■ What you have to do ■
Below are the entries; return every line among them that holds the word "Otto".

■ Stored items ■
===============

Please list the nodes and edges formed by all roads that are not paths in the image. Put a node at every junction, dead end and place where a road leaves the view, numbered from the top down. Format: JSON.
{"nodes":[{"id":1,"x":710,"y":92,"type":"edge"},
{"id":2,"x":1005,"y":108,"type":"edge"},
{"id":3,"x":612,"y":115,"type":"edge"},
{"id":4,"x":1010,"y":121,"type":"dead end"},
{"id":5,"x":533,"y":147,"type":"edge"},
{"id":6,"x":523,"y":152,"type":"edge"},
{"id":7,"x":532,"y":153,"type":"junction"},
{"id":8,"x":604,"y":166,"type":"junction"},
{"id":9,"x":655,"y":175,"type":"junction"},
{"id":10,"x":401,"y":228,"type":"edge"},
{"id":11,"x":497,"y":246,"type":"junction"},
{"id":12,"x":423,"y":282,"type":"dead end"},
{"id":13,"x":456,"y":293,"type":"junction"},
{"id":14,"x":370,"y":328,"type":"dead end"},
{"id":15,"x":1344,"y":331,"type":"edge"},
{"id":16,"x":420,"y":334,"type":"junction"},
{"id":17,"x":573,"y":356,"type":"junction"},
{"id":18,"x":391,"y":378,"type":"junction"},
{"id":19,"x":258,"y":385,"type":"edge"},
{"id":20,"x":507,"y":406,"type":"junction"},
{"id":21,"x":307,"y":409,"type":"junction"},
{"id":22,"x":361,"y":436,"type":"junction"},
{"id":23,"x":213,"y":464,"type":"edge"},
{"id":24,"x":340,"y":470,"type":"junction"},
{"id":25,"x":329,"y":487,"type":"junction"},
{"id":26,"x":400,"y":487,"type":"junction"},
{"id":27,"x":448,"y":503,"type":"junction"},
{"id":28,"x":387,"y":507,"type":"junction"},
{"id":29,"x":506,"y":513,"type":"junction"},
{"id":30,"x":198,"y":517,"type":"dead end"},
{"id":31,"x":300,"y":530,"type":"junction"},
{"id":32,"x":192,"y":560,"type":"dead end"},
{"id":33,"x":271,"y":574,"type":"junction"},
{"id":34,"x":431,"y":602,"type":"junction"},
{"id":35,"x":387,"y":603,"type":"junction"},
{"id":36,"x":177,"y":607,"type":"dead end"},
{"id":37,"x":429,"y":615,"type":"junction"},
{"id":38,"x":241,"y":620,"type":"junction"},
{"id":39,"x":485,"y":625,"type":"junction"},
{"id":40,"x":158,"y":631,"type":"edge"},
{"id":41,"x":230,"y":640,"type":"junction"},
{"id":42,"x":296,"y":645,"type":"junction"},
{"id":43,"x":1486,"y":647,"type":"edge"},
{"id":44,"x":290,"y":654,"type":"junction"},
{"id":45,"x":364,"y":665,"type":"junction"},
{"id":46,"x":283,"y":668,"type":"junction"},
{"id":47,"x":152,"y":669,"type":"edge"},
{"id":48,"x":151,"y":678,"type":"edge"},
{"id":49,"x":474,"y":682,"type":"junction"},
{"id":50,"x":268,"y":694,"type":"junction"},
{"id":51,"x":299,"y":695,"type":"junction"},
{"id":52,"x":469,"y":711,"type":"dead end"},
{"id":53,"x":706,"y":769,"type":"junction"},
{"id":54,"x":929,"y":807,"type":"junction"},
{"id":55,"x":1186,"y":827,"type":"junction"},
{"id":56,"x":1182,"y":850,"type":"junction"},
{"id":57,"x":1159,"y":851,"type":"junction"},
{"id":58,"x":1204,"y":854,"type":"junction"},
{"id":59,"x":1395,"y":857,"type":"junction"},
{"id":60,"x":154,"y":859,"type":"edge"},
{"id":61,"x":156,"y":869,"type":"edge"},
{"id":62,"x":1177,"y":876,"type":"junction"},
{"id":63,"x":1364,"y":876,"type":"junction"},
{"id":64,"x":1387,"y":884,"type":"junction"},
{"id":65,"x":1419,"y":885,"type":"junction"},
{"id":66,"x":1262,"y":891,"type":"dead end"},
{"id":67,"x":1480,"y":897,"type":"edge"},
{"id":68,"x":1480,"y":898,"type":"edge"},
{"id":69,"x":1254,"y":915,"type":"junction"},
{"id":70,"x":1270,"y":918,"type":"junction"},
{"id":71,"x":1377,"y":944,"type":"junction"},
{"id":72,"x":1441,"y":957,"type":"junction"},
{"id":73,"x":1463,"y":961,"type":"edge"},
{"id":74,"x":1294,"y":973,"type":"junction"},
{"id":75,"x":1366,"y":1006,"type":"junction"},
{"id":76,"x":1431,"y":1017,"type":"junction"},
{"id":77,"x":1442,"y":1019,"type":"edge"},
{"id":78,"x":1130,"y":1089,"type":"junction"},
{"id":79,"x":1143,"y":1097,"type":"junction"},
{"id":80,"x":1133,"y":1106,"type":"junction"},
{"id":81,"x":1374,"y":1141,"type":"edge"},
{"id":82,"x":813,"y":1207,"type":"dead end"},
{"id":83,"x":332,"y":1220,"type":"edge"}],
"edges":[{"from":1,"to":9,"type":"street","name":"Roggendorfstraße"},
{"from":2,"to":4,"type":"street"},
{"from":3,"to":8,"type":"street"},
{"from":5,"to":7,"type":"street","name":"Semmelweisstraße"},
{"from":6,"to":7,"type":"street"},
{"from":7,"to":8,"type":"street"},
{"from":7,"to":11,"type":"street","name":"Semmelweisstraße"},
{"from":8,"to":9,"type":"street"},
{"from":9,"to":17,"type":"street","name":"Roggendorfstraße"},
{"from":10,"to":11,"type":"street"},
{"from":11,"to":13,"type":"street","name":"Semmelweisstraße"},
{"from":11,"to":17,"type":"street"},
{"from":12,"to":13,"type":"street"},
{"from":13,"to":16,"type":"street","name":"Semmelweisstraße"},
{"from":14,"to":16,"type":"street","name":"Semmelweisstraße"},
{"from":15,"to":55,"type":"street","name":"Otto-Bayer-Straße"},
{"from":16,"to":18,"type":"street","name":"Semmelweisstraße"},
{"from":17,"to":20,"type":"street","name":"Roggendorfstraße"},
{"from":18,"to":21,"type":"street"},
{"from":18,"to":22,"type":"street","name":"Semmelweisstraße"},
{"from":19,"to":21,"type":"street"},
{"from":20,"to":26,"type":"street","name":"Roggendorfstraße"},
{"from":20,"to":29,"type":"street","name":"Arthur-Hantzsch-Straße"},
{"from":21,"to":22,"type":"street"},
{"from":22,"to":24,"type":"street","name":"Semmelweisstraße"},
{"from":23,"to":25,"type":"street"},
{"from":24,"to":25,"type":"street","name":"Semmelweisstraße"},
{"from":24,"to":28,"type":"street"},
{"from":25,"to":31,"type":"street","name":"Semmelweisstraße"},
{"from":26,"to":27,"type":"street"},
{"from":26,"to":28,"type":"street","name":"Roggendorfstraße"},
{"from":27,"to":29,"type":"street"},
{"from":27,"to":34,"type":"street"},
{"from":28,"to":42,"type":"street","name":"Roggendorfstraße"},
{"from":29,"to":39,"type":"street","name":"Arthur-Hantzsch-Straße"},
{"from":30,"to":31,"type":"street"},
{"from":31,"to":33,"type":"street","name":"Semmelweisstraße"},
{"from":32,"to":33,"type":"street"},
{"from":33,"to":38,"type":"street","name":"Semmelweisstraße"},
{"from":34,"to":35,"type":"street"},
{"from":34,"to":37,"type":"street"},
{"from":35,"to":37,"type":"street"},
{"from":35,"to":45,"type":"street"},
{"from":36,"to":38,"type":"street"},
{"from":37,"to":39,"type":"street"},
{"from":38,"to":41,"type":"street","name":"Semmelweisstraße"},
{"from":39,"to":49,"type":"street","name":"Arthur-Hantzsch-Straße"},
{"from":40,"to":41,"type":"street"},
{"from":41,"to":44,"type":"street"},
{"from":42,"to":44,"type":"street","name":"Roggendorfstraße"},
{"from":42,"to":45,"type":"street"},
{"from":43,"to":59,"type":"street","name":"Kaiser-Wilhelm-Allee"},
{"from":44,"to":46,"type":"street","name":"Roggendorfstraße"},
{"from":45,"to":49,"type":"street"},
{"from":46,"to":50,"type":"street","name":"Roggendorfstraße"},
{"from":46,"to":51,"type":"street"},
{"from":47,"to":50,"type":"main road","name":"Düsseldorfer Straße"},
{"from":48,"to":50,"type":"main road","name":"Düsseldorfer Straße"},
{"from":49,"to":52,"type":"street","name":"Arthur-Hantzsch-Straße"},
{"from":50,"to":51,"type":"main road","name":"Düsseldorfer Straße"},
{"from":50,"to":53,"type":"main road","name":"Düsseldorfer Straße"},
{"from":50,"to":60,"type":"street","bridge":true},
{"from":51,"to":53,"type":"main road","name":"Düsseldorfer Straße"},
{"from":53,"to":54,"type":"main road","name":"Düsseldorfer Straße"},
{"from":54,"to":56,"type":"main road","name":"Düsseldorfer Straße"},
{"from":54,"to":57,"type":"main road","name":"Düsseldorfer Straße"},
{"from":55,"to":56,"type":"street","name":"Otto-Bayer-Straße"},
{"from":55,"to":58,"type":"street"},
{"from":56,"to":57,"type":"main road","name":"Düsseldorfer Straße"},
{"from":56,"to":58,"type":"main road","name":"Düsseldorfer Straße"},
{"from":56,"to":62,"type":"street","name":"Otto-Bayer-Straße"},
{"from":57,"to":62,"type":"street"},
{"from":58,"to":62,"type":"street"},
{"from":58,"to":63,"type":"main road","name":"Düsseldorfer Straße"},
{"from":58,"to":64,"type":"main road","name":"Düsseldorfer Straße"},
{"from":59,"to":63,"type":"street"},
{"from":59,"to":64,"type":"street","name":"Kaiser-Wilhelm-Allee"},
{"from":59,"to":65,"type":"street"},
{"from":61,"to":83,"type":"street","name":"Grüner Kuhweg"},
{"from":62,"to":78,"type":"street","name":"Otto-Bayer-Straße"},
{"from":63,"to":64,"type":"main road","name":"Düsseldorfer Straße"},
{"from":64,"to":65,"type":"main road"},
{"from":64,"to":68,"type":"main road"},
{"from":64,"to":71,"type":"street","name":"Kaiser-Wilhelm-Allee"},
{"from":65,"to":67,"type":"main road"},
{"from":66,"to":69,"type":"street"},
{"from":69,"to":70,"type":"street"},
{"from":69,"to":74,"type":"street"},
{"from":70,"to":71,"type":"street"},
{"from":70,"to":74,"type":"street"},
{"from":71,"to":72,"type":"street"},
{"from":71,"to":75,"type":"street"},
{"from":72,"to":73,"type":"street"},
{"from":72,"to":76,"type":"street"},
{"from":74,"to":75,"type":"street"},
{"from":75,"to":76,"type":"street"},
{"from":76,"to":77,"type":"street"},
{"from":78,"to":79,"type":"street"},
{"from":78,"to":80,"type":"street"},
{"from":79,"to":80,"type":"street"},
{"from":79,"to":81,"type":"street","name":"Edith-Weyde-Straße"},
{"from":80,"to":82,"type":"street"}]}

===============

■ Reply ■
{"from":15,"to":55,"type":"street","name":"Otto-Bayer-Straße"},
{"from":55,"to":56,"type":"street","name":"Otto-Bayer-Straße"},
{"from":56,"to":62,"type":"street","name":"Otto-Bayer-Straße"},
{"from":62,"to":78,"type":"street","name":"Otto-Bayer-Straße"},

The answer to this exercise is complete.